• _DIRECTIONS FOR THIS TASK_:
Lines of the data that contain the word "dead" are the ones to copy.

• _STUDY MATERIAL_:
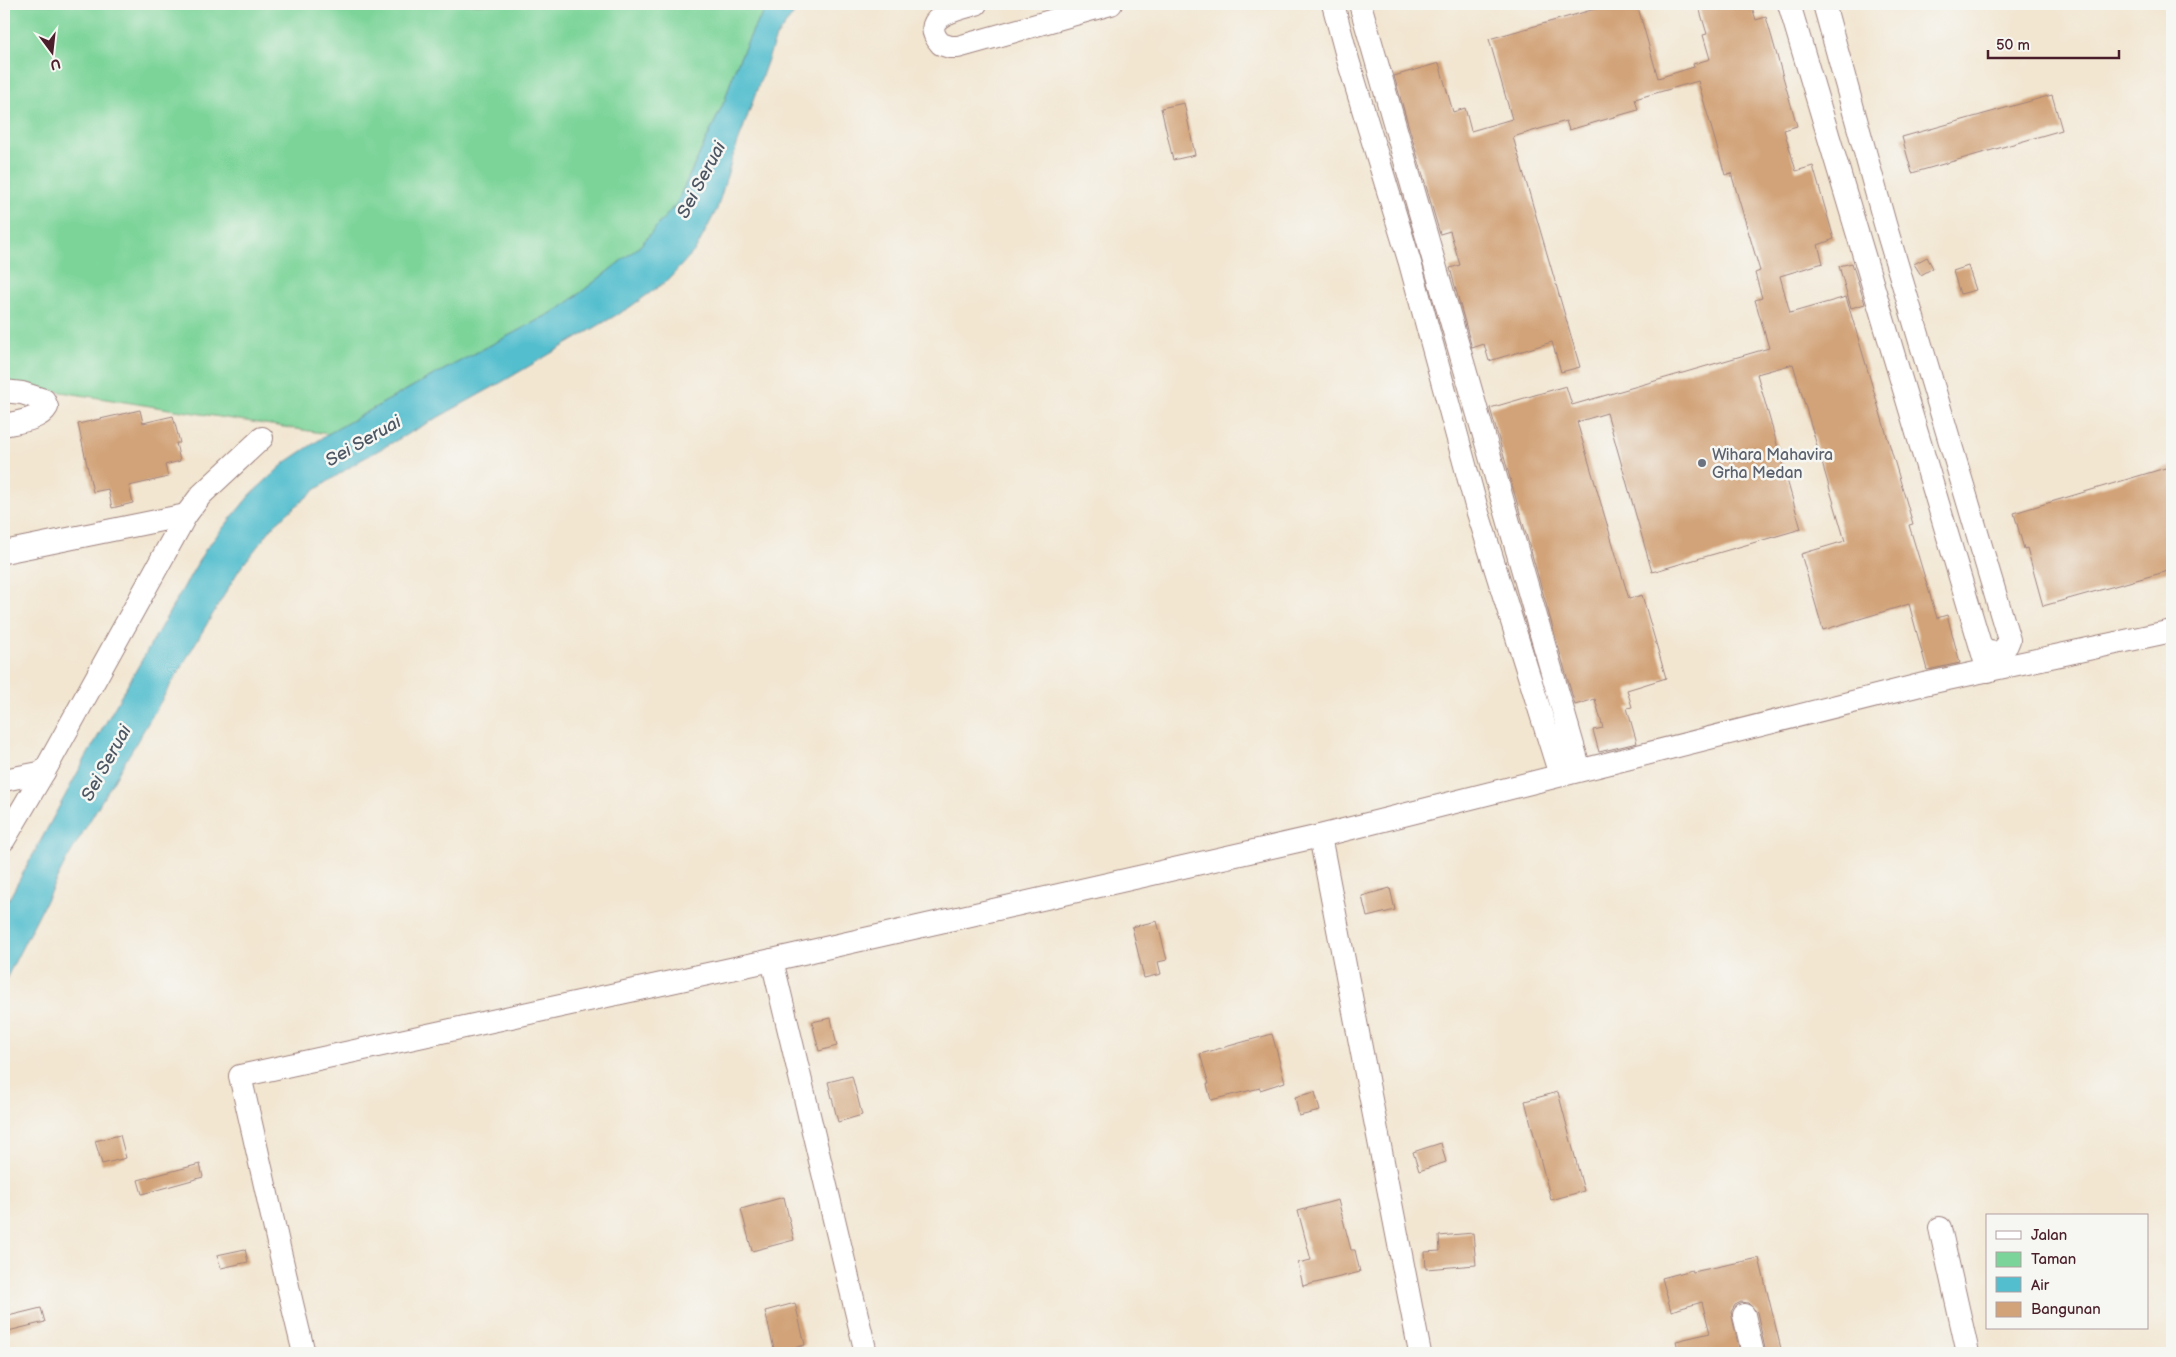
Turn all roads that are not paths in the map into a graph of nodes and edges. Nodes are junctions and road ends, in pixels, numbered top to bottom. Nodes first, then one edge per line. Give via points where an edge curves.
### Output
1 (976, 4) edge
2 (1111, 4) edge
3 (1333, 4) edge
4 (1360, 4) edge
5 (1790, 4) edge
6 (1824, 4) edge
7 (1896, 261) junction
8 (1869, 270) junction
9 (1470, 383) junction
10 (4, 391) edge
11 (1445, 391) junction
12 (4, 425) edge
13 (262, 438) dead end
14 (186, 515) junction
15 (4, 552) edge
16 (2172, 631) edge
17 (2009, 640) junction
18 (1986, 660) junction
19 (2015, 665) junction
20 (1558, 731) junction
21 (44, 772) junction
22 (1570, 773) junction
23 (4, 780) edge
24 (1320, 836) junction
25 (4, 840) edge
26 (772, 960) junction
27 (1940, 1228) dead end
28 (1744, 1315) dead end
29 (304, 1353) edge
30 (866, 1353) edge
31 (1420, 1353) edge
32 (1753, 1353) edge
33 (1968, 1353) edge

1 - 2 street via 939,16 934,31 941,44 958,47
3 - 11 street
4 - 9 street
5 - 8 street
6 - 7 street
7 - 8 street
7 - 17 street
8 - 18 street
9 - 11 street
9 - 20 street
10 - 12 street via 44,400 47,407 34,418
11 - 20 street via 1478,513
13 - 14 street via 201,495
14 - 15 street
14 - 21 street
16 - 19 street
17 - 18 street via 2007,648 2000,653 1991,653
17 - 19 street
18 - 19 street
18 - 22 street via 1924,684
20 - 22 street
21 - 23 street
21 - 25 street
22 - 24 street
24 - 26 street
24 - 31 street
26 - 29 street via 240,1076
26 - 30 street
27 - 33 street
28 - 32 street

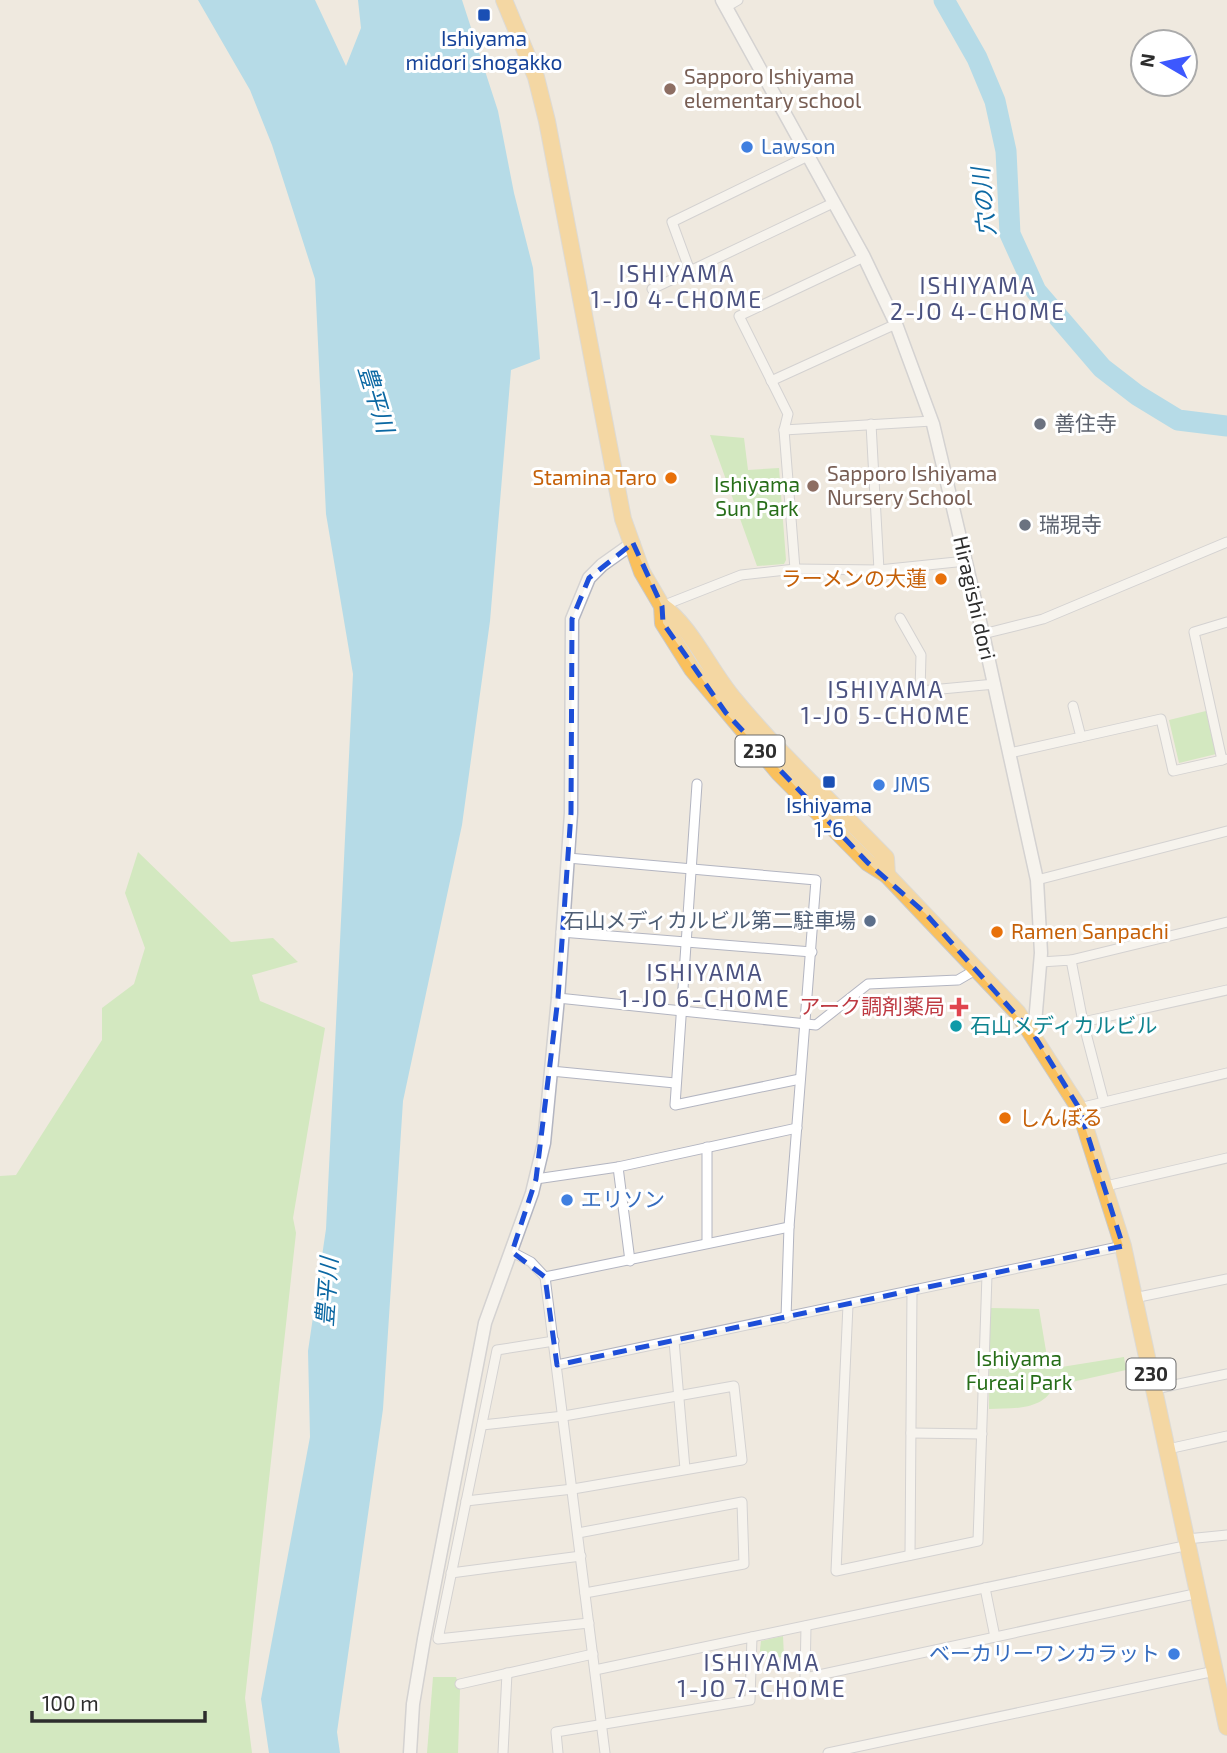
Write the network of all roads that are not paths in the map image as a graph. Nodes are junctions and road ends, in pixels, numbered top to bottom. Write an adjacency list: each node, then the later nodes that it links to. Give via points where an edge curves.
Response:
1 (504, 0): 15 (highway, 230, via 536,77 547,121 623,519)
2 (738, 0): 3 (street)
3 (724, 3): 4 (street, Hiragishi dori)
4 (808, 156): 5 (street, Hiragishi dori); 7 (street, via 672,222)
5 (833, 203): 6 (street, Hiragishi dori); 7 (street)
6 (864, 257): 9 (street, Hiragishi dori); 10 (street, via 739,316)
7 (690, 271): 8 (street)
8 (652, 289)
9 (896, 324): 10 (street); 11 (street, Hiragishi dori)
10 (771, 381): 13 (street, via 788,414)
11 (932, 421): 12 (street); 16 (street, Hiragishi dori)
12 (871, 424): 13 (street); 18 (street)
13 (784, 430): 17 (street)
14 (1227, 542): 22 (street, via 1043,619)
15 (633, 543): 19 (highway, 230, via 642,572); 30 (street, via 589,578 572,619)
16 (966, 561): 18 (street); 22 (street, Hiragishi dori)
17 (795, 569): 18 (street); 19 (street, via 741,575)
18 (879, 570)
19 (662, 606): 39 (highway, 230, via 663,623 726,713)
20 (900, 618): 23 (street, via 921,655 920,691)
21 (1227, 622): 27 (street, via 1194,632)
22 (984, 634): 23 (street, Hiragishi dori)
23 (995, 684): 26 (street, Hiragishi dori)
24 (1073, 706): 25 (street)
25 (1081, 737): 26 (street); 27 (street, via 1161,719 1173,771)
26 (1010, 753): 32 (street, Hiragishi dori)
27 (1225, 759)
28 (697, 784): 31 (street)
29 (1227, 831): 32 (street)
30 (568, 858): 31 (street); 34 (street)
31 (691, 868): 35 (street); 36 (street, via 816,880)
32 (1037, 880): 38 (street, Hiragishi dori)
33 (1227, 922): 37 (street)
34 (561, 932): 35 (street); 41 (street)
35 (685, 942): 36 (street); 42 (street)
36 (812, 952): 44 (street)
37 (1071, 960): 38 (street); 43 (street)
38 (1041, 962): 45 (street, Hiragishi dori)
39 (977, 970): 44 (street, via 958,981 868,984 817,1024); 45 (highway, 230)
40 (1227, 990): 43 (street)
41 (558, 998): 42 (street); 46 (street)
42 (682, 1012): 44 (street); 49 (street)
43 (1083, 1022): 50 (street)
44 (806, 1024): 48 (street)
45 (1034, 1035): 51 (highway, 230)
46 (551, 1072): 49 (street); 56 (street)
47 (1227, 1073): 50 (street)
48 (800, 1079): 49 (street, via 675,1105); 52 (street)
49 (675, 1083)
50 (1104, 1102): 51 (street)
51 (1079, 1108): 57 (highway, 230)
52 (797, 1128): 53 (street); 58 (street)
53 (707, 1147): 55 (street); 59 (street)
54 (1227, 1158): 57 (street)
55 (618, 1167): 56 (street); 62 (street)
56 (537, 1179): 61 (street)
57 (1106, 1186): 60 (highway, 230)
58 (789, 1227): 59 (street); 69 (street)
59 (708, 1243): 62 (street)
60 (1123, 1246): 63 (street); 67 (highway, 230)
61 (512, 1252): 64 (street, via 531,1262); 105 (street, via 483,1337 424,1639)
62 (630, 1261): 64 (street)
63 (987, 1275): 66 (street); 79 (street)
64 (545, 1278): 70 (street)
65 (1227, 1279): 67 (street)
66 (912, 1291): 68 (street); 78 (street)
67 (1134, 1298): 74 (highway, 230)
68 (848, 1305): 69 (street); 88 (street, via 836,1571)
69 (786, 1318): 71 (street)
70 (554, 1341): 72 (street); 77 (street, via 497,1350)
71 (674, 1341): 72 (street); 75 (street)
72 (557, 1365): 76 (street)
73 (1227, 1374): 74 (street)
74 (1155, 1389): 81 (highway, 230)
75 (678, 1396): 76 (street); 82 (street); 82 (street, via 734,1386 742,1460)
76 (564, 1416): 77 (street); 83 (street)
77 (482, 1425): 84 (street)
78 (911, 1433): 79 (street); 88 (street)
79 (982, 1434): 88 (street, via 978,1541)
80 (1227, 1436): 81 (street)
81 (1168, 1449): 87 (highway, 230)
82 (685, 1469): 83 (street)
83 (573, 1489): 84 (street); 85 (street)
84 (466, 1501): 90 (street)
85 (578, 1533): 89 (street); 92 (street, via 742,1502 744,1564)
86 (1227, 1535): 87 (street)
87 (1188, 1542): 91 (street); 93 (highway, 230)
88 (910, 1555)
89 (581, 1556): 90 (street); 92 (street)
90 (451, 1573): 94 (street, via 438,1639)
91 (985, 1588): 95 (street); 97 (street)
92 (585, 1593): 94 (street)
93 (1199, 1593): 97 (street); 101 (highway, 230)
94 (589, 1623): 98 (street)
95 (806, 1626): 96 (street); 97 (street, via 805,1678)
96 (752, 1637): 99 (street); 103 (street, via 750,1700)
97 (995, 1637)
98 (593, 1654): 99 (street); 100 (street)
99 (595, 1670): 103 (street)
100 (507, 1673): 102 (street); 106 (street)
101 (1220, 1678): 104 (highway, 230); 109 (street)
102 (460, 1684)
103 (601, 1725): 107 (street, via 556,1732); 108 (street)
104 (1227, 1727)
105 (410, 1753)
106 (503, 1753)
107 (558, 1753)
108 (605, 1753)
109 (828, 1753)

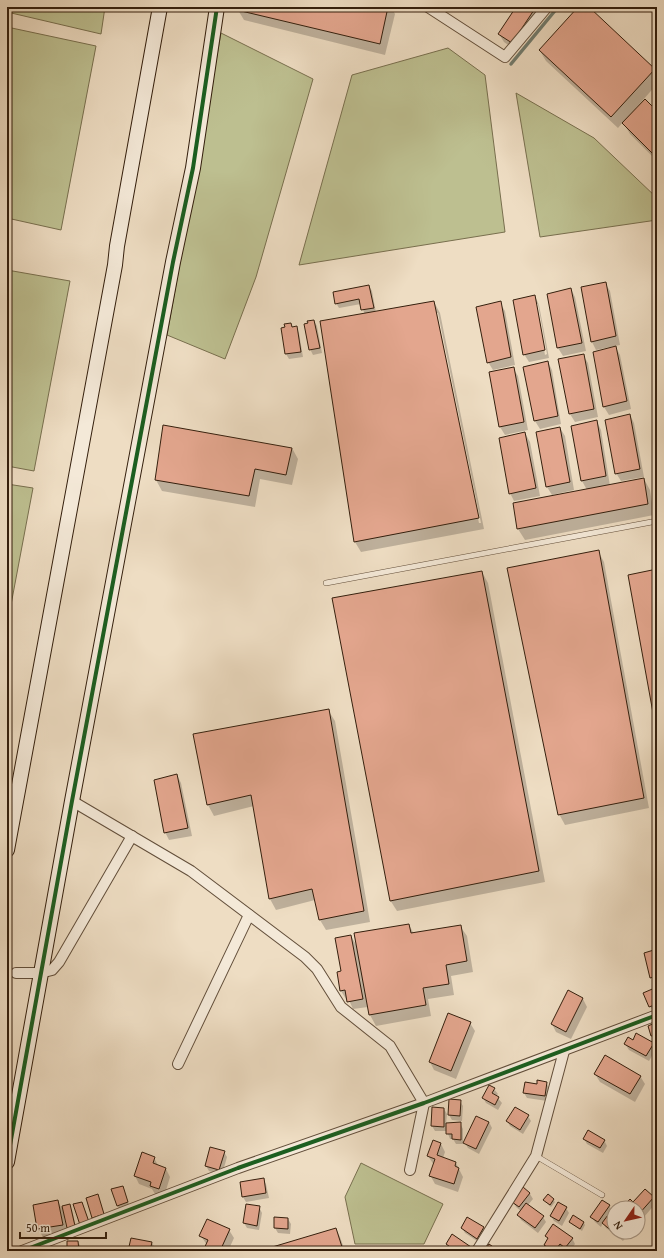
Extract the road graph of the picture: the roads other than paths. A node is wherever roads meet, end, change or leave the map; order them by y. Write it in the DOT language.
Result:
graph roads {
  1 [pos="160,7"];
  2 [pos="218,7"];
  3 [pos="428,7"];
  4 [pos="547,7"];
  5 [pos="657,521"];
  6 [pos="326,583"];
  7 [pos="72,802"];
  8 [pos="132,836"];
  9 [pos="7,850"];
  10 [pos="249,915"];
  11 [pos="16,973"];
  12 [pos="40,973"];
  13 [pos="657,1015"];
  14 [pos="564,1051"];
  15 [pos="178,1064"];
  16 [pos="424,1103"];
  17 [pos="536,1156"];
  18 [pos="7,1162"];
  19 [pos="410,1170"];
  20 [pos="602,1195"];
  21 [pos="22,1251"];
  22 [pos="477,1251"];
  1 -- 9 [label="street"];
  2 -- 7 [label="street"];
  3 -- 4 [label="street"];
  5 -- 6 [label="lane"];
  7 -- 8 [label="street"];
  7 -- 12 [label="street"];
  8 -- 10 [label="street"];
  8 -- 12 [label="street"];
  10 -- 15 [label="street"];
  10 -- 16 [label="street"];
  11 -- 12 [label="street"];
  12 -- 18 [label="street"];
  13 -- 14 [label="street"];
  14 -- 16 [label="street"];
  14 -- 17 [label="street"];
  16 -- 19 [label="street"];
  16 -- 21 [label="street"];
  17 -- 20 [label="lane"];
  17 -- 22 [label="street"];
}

• _YOUR RESPONSE_:
13 (262, 438) dead end
27 (1940, 1228) dead end
28 (1744, 1315) dead end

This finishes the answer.